Em Londrina, o exame do Enem também contou com a presença maciça dos estudantes. No Colégio Estadual Marcelino Champagnat em Londrina, vários candidatos resolveram as 63 questões objetivas da prova e desenvolveram uma redação sobre o tema ‘‘O direito de votar: como fazer dessa conquista um meio para promover as transformações sociais de que o Brasil necessita?’’.
  Sibele Barbiere conta que quase desistiu de fazer o exame, ‘‘para os meus planos de agora não vai fazer efeito’’. Isso porque ela vai prestar vestibular para Relações Públicas na Universidade Estadual de Londrina, instituição que não utiliza o Enem em seu vestibular.

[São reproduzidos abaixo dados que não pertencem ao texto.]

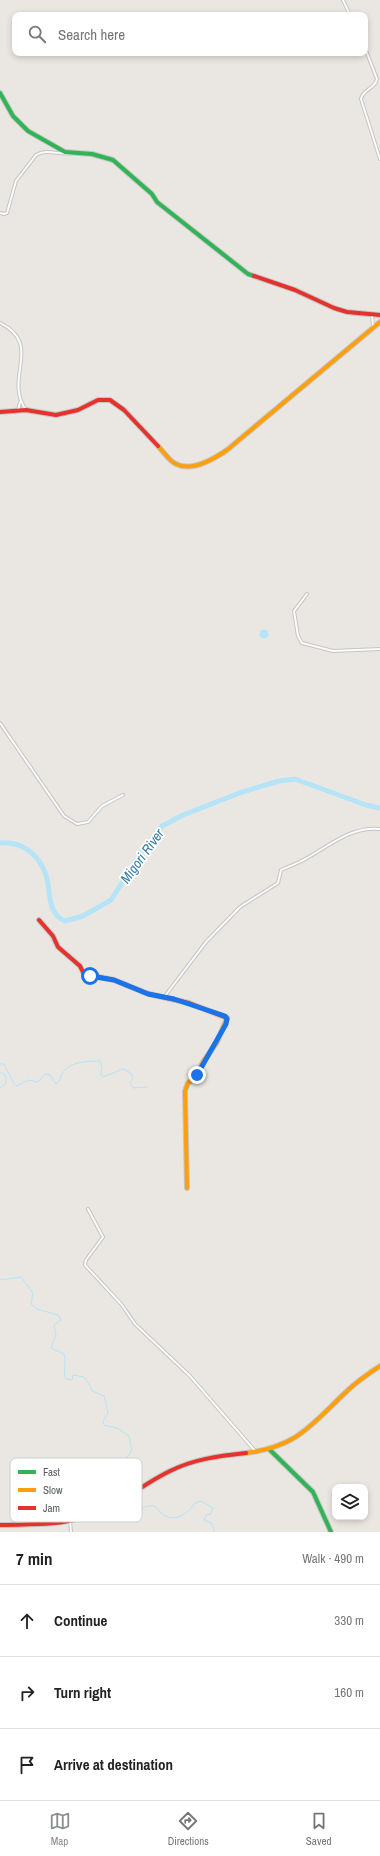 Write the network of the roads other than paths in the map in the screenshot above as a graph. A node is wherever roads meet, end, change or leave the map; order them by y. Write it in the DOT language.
graph roads {
  1 [pos="343,0"];
  2 [pos="349,12"];
  3 [pos="368,56"];
  4 [pos="0,93"];
  5 [pos="73,153"];
  6 [pos="380,159"];
  7 [pos="0,213"];
  8 [pos="372,314"];
  9 [pos="380,315"];
  10 [pos="380,322"];
  11 [pos="0,323"];
  12 [pos="374,327"];
  13 [pos="20,401"];
  14 [pos="18,410"];
  15 [pos="26,410"];
  16 [pos="0,412"];
  17 [pos="307,594"];
  18 [pos="380,649"];
  19 [pos="0,723"];
  20 [pos="123,796"];
  21 [pos="380,829"];
  22 [pos="39,920"];
  23 [pos="165,996"];
  24 [pos="187,1188"];
  25 [pos="88,1209"];
  26 [pos="380,1366"];
  27 [pos="270,1450"];
  28 [pos="256,1453"];
  29 [pos="142,1487"];
  30 [pos="56,1522"];
  31 [pos="70,1522"];
  32 [pos="0,1526"];
  33 [pos="71,1532"];
  34 [pos="331,1532"];
  1 -- 2 [label="street"];
  3 -- 6 [label="street"];
  4 -- 5 [label="main road"];
  5 -- 7 [label="street"];
  5 -- 8 [label="main road"];
  8 -- 9 [label="main road"];
  8 -- 12 [label="street"];
  10 -- 12 [label="main road"];
  11 -- 13 [label="street"];
  12 -- 15 [label="main road"];
  13 -- 14 [label="street"];
  13 -- 15 [label="street"];
  14 -- 15 [label="main road"];
  14 -- 16 [label="main road"];
  17 -- 18 [label="street"];
  19 -- 20 [label="street"];
  21 -- 23 [label="street"];
  22 -- 23 [label="main road"];
  23 -- 24 [label="main road"];
  25 -- 28 [label="street"];
  26 -- 27 [label="main road"];
  27 -- 28 [label="main road"];
  27 -- 34 [label="main road"];
  28 -- 29 [label="main road"];
  30 -- 32 [label="main road"];
  31 -- 33 [label="street"];
} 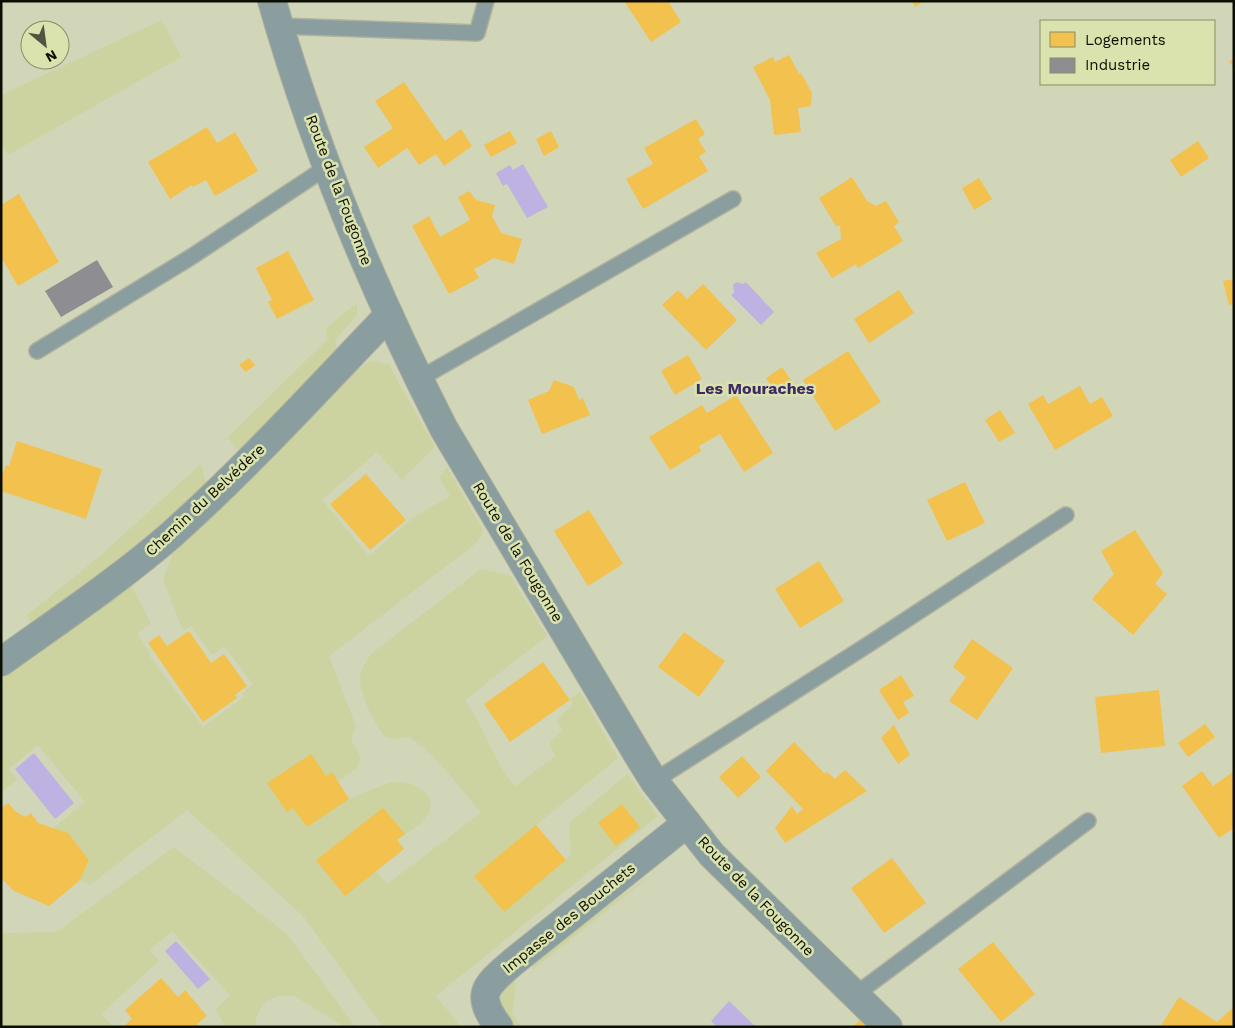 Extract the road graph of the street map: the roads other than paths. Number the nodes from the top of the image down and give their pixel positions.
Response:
1 (486, 1) edge
2 (276, 14) edge
3 (327, 167) junction
4 (732, 198) dead end
5 (389, 315) junction
6 (37, 351) dead end
7 (419, 379) junction
8 (1066, 515) dead end
9 (1, 662) edge
10 (654, 781) junction
11 (1088, 821) dead end
12 (687, 823) junction
13 (855, 994) junction
14 (499, 1027) edge
15 (888, 1027) edge

1 - 2 lane
2 - 3 street, Route de la Fougonne
3 - 5 street, Route de la Fougonne
3 - 6 lane
4 - 7 lane
5 - 7 street, Route de la Fougonne
5 - 9 street, Chemin du Belvédère
7 - 10 street, Route de la Fougonne
8 - 10 lane
10 - 12 street, Route de la Fougonne
11 - 13 lane
12 - 13 street, Route de la Fougonne
12 - 14 street, Impasse des Bouchets
13 - 15 street, Route de la Fougonne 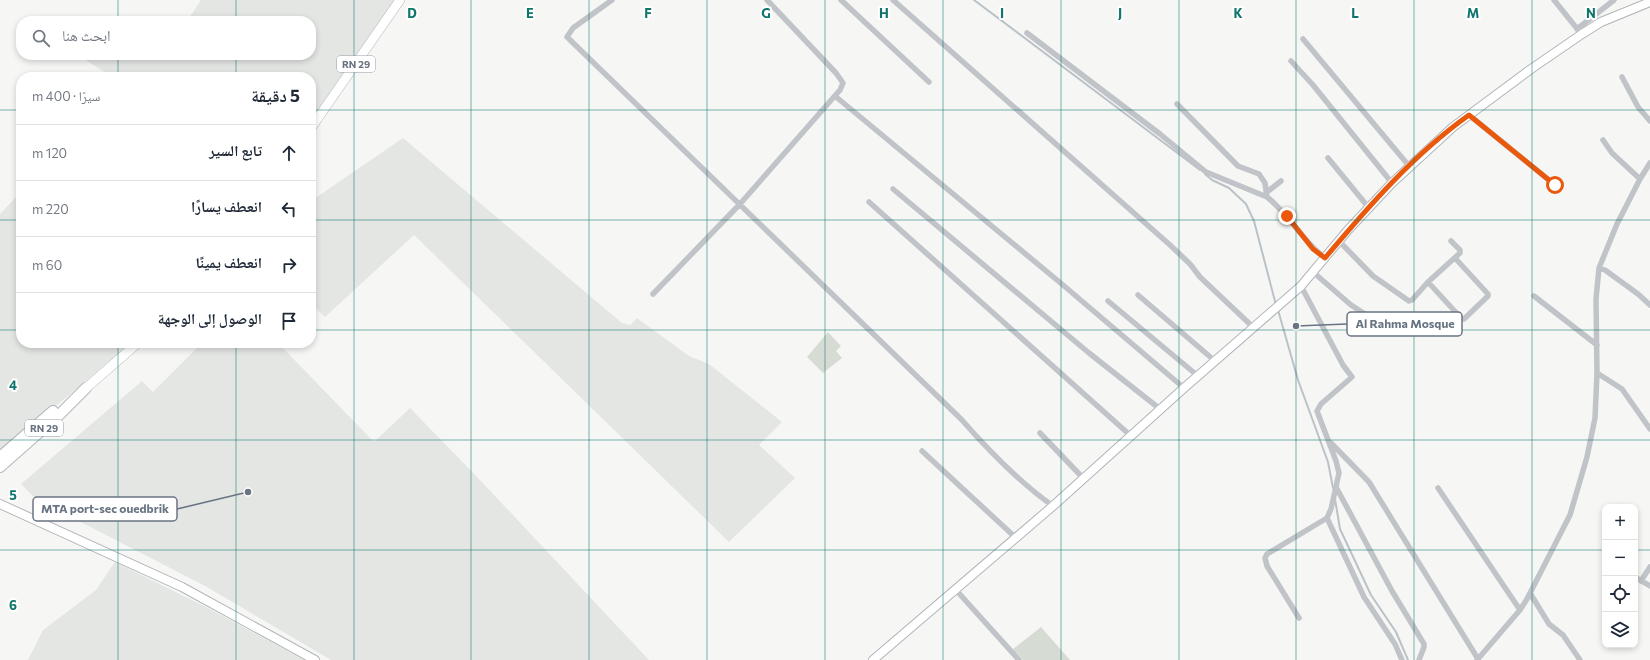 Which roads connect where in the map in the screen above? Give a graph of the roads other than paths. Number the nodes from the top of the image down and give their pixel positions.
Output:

  Já Rosileia dos Santos é mais otimista e acredita que o exame possa ser útil, ‘‘talvez, no futuro, alguma faculdade possa reconhecer o Enem como vestibular, ou mais faculdades utilizem para contar pontos para o vestibular’’. Ela não achou a prova muito difícil mas afirma que precisa estudar muito, tanto que vai adiar para o próximo ano a tentativa de conseguir uma vaga para o curso de odontologia, ‘‘preciso me preparar melhor’’, disse.
  Para muitos estudantes, o Enem é visto como forma de adquirir ‘‘experiência’’. Robson Stein, que pretende cursar psicologia, declara: ‘‘é importante porque é um meio da gente ganhar experiêcia para o vestibular. A gente aprende a dominar o idioma e vê como as provas são aplicadas’’.